Future Mitigations and Defensive Strategies Post-Incident
Security teams are expected to prioritize patching and mitigating known vulnerabilities in CI/CD pipelines, especially those related to trust boundary crossings. Increased monitoring of fork activity, stricter controls on pull request workflows, and faster deployment of security updates are likely to be emphasized. Industry experts will also advocate for improved detection of in-memory token exfiltration and better vetting of third-party dependencies. The incident underscores the urgency for the ecosystem to accelerate mitigation deployment and adopt more resilient security architectures.
Key Questions
How did the attacker exploit the vulnerabilities in TanStack?

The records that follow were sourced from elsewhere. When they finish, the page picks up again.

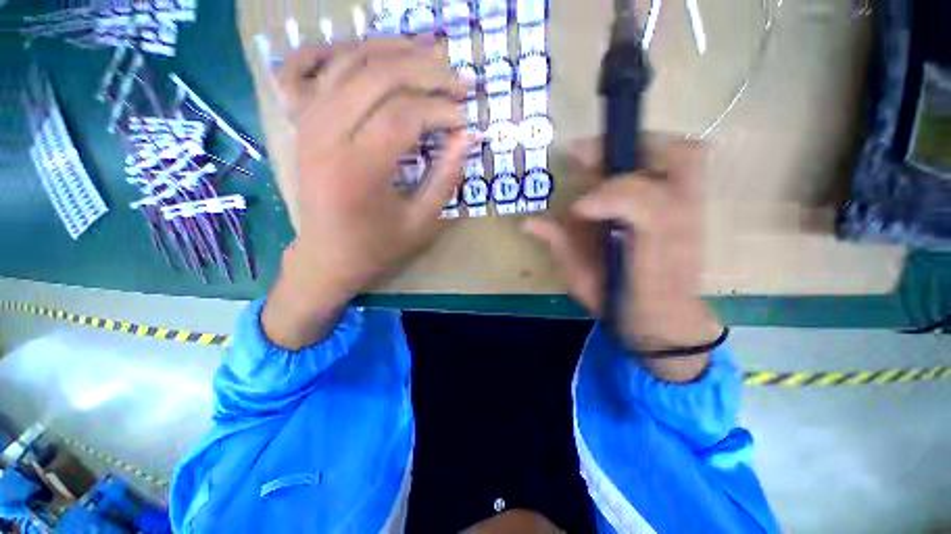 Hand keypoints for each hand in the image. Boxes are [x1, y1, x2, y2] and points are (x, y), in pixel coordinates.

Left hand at [263, 39, 475, 348]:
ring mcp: (306, 124)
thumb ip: (445, 179)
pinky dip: (334, 48)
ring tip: (428, 49)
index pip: (404, 115)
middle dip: (425, 71)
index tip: (468, 117)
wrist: (327, 257)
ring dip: (392, 49)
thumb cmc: (377, 248)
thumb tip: (467, 137)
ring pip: (347, 61)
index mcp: (357, 170)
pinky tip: (363, 47)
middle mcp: (324, 136)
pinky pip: (305, 68)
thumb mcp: (421, 223)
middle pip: (376, 76)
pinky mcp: (300, 124)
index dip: (442, 109)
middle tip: (458, 78)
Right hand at [524, 138, 721, 381]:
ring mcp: (693, 212)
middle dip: (627, 150)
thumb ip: (560, 247)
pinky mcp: (693, 207)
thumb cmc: (621, 303)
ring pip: (685, 157)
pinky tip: (616, 166)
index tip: (578, 207)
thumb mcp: (584, 282)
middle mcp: (682, 224)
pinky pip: (683, 165)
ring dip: (637, 147)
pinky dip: (650, 155)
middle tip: (584, 156)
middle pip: (679, 163)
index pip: (646, 206)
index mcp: (654, 252)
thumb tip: (527, 222)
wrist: (665, 319)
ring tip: (596, 156)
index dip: (610, 198)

The attacker created a malicious fork, inserted a crafted commit, and triggered workflows that exploited trust boundary vulnerabilities to exfiltrate credentials and compromise package publishing processes.
Were any tokens or credentials stolen during the attack?
No npm tokens were stolen; instead, the attacker minted an in-memory OIDC token and exfiltrated credentials via an encrypted messaging protocol.
What vulnerabilities were chained in this attack?
The attack chained three known vulnerabilities: the pull_request_target “Pwn Request” pattern, cache poisoning across fork boundaries, and OIDC token extraction from runner memory.
What does this incident mean for open-source security?
It highlights the need for faster mitigation deployment, better trust boundary controls, and increased awareness of how published research can be weaponized rapidly.